Transcripts affected by Suc starvation were assigned to functional categories. The relative representation of each functional category can then be compared between genes undergoing a variation of their total RNA abundance and those undergoing variation of their polysomal representation. This reveals that metabolic functions represent a large part of genes regulated either transcriptionally and translationally, which is in line with a large reorganization of primary and secondary metabolisms associated with modification of exogenous Suc status (Lloyd and Zakhleniuk, 2004; Price et al., 2004). Cell rescue and defense and energy are the second and third most abundant categories in the transcriptional analysis, respectively, a similar result to that observed by Contento et al. (2004). These categories are less represented in the translational analysis. Stress- and defense-related genes were found to be affected by sugar status in many studies and are known to be largely regulated at the transcriptional level (Singh et al., 2002). The most striking observation when comparing the transcriptional and translational gene lists is the increased relative abundance of translationally regulated transcripts related to the protein synthesis machinery and to the cell cycle. In this latter functional category, we did not detect any transcriptionally regulated mRNA, while 11 (12%) are found translationally controlled. Similarly, the number of genes linked to protein synthesis increased 10 times (2.5%–21.7%). This includes many genes coding for ribosomal proteins (16) as well as translation initiation (eIF3) and elongation factors (eEF2). Therefore, a large part of the regulation leading to the arrest of cell proliferation during starvation appears to act through translational repression of specific cell cycle-related mRNA and of mRNA coding for components of the translation machinery itself.
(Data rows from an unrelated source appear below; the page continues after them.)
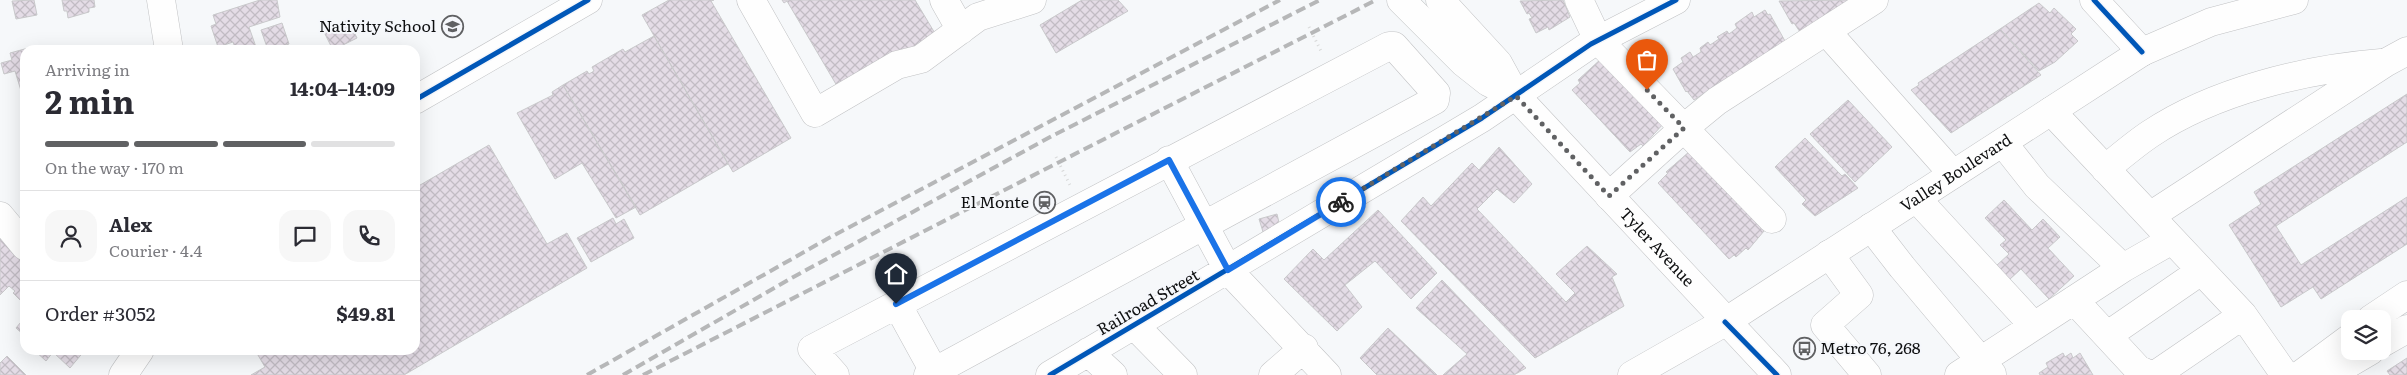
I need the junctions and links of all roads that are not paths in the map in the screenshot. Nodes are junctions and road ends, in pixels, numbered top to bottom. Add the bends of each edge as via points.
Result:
1 (161, 0) edge
2 (588, 0) edge
3 (751, 0) edge
4 (944, 0) edge
5 (1032, 0) edge
6 (1401, 0) edge
7 (1440, 0) edge
8 (1579, 0) edge
9 (1676, 0) edge
10 (1874, 0) edge
11 (2094, 0) edge
12 (2294, 0) edge
13 (961, 30) junction
14 (1826, 31) junction
15 (1598, 40) junction
16 (168, 45) edge
17 (2142, 52) junction
18 (2396, 57) edge
19 (1516, 96) junction
20 (420, 97) edge
21 (2051, 111) junction
22 (1684, 128) junction
23 (2003, 143) junction
24 (1169, 160) junction
25 (2105, 169) junction
26 (1953, 174) junction
27 (1609, 196) junction
28 (1916, 198) junction
29 (0, 216) edge
30 (2150, 216) junction
31 (1772, 219) dead end
32 (1203, 224) junction
33 (1871, 227) junction
34 (20, 240) edge
35 (2172, 240) junction
36 (1829, 254) junction
37 (2123, 268) junction
38 (1228, 270) junction
39 (2202, 271) junction
40 (2407, 295) edge
41 (2074, 300) junction
42 (896, 304) junction
43 (2384, 310) edge
44 (2243, 315) junction
45 (1725, 322) junction
46 (1134, 325) junction
47 (2034, 326) junction
48 (2407, 328) edge
49 (2108, 334) junction
50 (2391, 338) edge
51 (2341, 345) edge
52 (1304, 348) junction
53 (1088, 352) junction
54 (137, 355) edge
55 (2355, 360) edge
56 (1977, 371) edge
57 (932, 374) edge
58 (123, 375) edge
59 (835, 375) edge
60 (1050, 375) edge
61 (1113, 375) edge
62 (1183, 375) edge
63 (1273, 375) edge
64 (1327, 375) edge
65 (1632, 375) edge
66 (1777, 375) edge
67 (1868, 375) edge
68 (2150, 375) edge
69 (2155, 375) edge
70 (2284, 375) edge
71 (2300, 375) edge
72 (2329, 375) edge

1 - 16 street
2 - 20 street
3 - 13 street via 814,113 897,65 921,59
4 - 13 street
5 - 13 street via 978,18
6 - 19 street, Tyler Avenue via 1464,63 1488,82
7 - 19 street, Tyler Avenue via 1498,63
8 - 15 street
9 - 15 street, Railroad Street
10 - 14 street
11 - 17 street
12 - 17 street, Valley Boulevard via 2211,22
14 - 22 street via 1717,101
14 - 26 street
15 - 19 street, Railroad Street
15 - 22 street
17 - 21 street, Valley Boulevard
18 - 25 street via 2272,82 2215,100 2151,133
18 - 30 street
19 - 27 street, Tyler Avenue
19 - 38 street, Railroad Street
21 - 23 street, Valley Boulevard
21 - 25 street
22 - 27 street
22 - 31 street
23 - 26 street, Valley Boulevard
23 - 37 street via 2037,186
24 - 32 street
24 - 32 street via 1389,46 1394,46 1436,93 1434,100
24 - 42 street
25 - 30 street
26 - 28 street, Valley Boulevard
27 - 45 street, Tyler Avenue
28 - 33 street, Valley Boulevard
28 - 47 street
29 - 34 street
30 - 35 street
32 - 38 street
32 - 57 street
33 - 36 street, Valley Boulevard
33 - 56 street
35 - 37 street
35 - 39 street
36 - 45 street, Valley Boulevard
36 - 67 street via 1859,295 1826,325
37 - 41 street
38 - 46 street, Railroad Street
38 - 52 street
39 - 44 street
39 - 49 street
40 - 43 street
41 - 47 street
41 - 49 street
42 - 57 street
42 - 59 street via 812,349
44 - 69 street
44 - 70 street
45 - 65 street, Valley Boulevard
45 - 66 street, Tyler Avenue
46 - 53 street, Railroad Street
46 - 62 street
47 - 56 street
48 - 50 street
49 - 68 street via 2138,369
51 - 71 street
52 - 63 street
52 - 64 street
53 - 60 street, Railroad Street
53 - 61 street
54 - 58 street
55 - 72 street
Protein synthesis is one of the most energy-consuming processes in proliferating cells and is an essential component of cell cycle progression. It is regulated by nutrient availability through evolutionary conserved signal transduction pathways, such as the TOR (Target of Rapamycin) pathway, acting directly at the level of translation of specific mRNAs involved in cell cycle progression and on the biogenesis of the ribosome (Martin and Hall, 2005). Components of these pathways are known to exist in plants, but their mode of action have not been yet thoroughly studied (Menand et al., 2002; Menand and Robaglia, 2004).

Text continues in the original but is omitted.